This is the standard color wheel, with Yellow, Red, and Blue as the primary colors. No doubt you remember from elementary school that mixing yellow and red makes orange, mixing red and blue makes purple, and mixing blue and yellow makes green....
Colors opposite each other on the color wheel are called complementary colors (not because they compliment each other). When you mix complementary colors, they make neutrals (browns and grays). And when you put them side by side in a painting, they create color contrast that draws our eyes.
Yellow and purple (or violet) have the greatest contrast in value, followed by orange and blue. Red and green are closest in value of the complementary colors. (So what's with the arrows in the diagram above? Oh, well.)

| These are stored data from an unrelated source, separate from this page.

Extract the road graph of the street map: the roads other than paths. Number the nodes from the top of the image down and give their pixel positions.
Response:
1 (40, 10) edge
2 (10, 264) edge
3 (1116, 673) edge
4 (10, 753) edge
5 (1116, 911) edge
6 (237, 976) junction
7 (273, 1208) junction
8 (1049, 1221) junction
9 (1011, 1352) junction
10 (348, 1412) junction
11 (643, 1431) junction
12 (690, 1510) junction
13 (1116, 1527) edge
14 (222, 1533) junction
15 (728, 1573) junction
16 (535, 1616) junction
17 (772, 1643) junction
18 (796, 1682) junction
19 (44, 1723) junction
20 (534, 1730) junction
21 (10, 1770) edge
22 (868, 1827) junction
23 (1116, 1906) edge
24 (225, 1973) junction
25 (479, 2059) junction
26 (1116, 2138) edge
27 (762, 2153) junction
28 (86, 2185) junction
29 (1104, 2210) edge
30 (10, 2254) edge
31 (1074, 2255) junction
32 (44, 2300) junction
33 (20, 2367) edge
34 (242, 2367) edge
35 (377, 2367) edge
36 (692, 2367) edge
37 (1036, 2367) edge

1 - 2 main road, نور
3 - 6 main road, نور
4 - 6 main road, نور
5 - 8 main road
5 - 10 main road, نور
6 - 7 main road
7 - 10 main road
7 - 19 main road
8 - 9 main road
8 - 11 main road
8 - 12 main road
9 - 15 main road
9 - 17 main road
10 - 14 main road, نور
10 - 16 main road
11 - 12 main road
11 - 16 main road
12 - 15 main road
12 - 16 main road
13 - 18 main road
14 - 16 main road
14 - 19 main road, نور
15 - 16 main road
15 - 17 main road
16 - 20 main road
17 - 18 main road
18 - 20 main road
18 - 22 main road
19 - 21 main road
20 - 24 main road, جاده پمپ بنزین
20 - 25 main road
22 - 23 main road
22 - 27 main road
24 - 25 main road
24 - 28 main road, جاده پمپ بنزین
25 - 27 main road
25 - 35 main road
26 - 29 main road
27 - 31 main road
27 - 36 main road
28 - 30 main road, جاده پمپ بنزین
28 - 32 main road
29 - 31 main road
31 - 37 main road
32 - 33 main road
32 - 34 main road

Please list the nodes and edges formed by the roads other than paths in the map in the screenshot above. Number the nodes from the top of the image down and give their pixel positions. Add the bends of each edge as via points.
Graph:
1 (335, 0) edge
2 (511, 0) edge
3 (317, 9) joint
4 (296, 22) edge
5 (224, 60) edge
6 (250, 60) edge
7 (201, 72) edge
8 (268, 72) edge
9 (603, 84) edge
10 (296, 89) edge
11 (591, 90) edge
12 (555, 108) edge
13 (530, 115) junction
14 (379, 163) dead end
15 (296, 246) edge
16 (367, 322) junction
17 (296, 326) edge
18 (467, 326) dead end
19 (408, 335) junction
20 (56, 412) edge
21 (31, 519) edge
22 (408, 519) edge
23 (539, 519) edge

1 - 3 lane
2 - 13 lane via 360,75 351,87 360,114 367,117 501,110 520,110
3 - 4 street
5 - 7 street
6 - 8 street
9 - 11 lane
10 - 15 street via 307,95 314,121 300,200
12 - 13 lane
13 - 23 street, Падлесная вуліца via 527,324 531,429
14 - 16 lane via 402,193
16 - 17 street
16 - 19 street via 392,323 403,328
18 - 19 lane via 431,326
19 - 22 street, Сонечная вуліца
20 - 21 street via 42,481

The mixing palette, or printer's palette, used by professional printers as well as your inkjet printer, has different primary colors, and mixes differently. The yellow is a little lighter, the red is not red but magenta, and the blue is the warm and turquoisey cyan. Here, yellow and cyan still mix to make green. Cyan and magenta make purple. But to get a true red, you mix yellow and magenta. To get orange, you use a little more yellow and a little less magenta. And notice how they all mix together to approximate black?
How your colors mix will depend on the colors you choose to work with, but they will look something like one of these two color wheels. Why does this matter? And how does this apply to creating a painting? That's a whole 'nother bunch of posts....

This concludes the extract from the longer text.